Gather every line below where "edges" appears.

-*-*-

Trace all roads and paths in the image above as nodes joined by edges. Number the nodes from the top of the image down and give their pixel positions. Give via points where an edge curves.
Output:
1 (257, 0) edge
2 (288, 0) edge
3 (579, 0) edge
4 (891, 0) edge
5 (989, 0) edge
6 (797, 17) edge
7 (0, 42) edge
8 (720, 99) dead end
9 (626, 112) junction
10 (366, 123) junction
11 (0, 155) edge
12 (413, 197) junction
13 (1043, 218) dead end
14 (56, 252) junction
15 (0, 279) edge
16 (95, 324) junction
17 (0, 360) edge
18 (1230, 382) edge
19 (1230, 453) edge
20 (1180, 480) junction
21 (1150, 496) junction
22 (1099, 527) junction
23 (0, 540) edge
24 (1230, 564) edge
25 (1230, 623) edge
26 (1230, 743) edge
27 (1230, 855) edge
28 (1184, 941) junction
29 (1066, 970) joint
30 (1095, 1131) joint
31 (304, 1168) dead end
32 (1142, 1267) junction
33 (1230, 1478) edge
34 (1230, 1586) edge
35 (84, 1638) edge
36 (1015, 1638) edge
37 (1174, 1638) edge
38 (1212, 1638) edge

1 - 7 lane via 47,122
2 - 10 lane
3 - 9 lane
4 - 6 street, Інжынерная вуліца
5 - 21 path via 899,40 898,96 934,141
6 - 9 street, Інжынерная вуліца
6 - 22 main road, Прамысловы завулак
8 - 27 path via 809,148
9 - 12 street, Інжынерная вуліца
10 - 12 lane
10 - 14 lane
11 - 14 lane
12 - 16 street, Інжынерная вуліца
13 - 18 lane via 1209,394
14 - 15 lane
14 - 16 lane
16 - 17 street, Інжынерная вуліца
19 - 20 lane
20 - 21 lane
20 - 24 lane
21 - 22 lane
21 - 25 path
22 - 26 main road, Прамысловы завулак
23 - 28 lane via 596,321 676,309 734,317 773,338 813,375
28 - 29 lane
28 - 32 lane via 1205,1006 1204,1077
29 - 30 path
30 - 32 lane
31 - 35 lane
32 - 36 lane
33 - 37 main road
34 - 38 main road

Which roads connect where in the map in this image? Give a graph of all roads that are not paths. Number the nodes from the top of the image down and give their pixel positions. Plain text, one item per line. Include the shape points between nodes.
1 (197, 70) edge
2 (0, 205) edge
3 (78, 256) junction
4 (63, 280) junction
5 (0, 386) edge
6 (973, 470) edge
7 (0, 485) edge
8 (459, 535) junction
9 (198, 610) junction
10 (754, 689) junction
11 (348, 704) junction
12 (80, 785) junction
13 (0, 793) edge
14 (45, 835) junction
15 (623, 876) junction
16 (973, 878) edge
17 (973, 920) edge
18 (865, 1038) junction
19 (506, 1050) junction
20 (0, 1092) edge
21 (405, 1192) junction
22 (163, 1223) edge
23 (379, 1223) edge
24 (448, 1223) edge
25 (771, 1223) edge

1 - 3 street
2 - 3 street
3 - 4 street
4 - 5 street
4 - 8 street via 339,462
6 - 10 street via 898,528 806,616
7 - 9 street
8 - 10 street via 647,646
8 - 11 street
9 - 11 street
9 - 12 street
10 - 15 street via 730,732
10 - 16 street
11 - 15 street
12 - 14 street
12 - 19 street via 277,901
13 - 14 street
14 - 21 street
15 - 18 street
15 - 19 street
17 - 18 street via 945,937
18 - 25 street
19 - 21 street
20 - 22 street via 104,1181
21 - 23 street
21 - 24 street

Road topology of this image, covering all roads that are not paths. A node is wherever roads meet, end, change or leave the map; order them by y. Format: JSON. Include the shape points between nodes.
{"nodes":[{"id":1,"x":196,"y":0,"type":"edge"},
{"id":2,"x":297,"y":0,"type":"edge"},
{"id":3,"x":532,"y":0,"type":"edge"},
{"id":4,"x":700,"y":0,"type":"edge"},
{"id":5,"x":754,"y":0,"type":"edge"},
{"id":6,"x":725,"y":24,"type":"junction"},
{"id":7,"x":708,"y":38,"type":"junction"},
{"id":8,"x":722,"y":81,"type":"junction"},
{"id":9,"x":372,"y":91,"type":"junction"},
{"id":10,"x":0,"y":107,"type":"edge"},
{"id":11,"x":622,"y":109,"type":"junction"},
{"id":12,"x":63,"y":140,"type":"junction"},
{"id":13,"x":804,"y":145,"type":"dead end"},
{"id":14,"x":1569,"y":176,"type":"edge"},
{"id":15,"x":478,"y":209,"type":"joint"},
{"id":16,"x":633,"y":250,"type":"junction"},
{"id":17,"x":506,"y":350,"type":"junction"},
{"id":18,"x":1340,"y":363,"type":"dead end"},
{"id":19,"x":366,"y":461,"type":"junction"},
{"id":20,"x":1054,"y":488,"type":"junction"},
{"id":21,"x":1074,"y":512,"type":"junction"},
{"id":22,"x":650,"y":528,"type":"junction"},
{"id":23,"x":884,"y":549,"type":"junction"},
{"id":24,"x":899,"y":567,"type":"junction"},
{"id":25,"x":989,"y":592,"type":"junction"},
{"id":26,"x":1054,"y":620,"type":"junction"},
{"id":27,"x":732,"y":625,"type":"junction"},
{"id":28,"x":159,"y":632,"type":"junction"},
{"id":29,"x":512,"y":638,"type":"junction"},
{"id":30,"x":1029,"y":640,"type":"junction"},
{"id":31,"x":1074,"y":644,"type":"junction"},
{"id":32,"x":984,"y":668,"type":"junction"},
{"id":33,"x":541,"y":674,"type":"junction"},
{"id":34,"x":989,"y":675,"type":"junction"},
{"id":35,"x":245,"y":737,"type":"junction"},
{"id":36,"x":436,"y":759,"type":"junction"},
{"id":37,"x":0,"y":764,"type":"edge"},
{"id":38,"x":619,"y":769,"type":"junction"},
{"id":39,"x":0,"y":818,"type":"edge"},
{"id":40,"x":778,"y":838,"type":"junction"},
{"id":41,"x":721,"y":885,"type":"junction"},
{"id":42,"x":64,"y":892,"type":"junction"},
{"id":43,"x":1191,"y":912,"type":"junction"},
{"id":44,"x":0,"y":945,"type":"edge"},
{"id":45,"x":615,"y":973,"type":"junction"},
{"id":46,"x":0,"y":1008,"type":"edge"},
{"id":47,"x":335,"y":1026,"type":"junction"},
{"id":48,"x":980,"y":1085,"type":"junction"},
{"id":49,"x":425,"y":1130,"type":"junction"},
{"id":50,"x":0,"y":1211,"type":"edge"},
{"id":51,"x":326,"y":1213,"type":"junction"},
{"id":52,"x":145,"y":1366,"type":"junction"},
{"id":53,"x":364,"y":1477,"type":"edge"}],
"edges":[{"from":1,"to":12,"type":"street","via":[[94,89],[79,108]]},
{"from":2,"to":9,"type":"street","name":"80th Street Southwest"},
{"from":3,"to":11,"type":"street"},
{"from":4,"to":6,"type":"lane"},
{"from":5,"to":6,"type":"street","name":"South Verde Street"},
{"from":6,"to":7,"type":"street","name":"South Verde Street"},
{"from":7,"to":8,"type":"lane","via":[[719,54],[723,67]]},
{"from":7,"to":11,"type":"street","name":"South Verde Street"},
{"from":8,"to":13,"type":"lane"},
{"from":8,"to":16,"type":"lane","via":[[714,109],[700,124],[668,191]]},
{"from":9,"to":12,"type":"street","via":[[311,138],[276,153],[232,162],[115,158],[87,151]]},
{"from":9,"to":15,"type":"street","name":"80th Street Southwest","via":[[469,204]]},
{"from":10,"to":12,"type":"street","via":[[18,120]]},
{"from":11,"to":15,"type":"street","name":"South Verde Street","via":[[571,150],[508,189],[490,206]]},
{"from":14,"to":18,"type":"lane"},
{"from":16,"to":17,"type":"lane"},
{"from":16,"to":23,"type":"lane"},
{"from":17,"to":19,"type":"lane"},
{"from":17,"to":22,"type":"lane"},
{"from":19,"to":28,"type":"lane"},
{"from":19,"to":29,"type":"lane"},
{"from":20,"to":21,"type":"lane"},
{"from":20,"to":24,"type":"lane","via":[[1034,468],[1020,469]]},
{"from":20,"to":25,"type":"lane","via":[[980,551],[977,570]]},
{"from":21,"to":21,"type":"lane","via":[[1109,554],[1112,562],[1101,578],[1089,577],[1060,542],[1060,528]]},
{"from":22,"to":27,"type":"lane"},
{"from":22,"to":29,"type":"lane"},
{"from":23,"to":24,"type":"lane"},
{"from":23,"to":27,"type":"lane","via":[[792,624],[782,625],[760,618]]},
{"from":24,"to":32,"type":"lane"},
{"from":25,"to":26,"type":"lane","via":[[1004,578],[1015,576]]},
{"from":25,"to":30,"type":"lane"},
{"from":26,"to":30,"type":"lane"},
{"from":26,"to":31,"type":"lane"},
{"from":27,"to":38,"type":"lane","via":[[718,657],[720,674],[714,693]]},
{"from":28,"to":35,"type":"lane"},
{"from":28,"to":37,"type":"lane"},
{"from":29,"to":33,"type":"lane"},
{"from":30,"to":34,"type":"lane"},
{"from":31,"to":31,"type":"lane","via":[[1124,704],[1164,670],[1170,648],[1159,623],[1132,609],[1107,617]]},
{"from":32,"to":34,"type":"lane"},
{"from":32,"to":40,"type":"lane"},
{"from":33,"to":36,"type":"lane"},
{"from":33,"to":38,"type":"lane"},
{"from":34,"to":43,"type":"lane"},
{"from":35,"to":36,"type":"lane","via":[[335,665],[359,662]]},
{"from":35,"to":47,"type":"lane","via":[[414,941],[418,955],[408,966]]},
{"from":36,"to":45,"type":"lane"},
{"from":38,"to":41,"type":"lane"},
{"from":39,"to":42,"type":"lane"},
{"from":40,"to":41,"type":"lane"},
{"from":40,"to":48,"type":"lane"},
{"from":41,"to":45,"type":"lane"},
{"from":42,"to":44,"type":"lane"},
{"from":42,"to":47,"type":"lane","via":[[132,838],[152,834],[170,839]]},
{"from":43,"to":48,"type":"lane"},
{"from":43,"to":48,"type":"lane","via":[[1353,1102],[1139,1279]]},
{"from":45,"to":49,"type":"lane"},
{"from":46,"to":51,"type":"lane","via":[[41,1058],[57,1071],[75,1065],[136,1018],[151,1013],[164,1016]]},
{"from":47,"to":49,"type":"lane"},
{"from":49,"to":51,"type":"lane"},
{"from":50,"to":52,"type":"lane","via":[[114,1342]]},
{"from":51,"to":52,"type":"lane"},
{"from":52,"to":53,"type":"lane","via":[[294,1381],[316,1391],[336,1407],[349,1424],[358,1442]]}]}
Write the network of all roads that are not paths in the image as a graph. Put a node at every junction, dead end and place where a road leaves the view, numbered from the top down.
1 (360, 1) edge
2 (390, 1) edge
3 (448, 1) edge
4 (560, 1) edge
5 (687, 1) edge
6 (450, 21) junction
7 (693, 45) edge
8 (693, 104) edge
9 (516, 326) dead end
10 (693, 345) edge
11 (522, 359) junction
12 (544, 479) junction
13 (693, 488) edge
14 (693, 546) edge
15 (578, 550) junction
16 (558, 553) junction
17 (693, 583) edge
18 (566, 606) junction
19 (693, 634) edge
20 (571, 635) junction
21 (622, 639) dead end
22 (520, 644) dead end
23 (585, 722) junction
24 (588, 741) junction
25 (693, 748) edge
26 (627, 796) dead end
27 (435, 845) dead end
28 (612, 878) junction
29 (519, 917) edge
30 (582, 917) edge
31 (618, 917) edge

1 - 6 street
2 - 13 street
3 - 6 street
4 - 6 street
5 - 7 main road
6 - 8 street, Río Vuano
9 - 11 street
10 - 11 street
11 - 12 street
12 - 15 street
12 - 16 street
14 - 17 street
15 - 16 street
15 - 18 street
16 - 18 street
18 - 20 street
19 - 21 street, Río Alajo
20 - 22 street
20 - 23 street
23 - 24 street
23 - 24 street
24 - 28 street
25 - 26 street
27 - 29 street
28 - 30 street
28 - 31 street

-*-*-

■ ANSWER BELOW ■
Trace all roads and paths in the image above as nodes joined by edges. Number the nodes from the top of the image down and give their pixel positions. Give via points where an edge curves.
"edges":[{"from":1,"to":12,"type":"street","via":[[94,89],[79,108]]},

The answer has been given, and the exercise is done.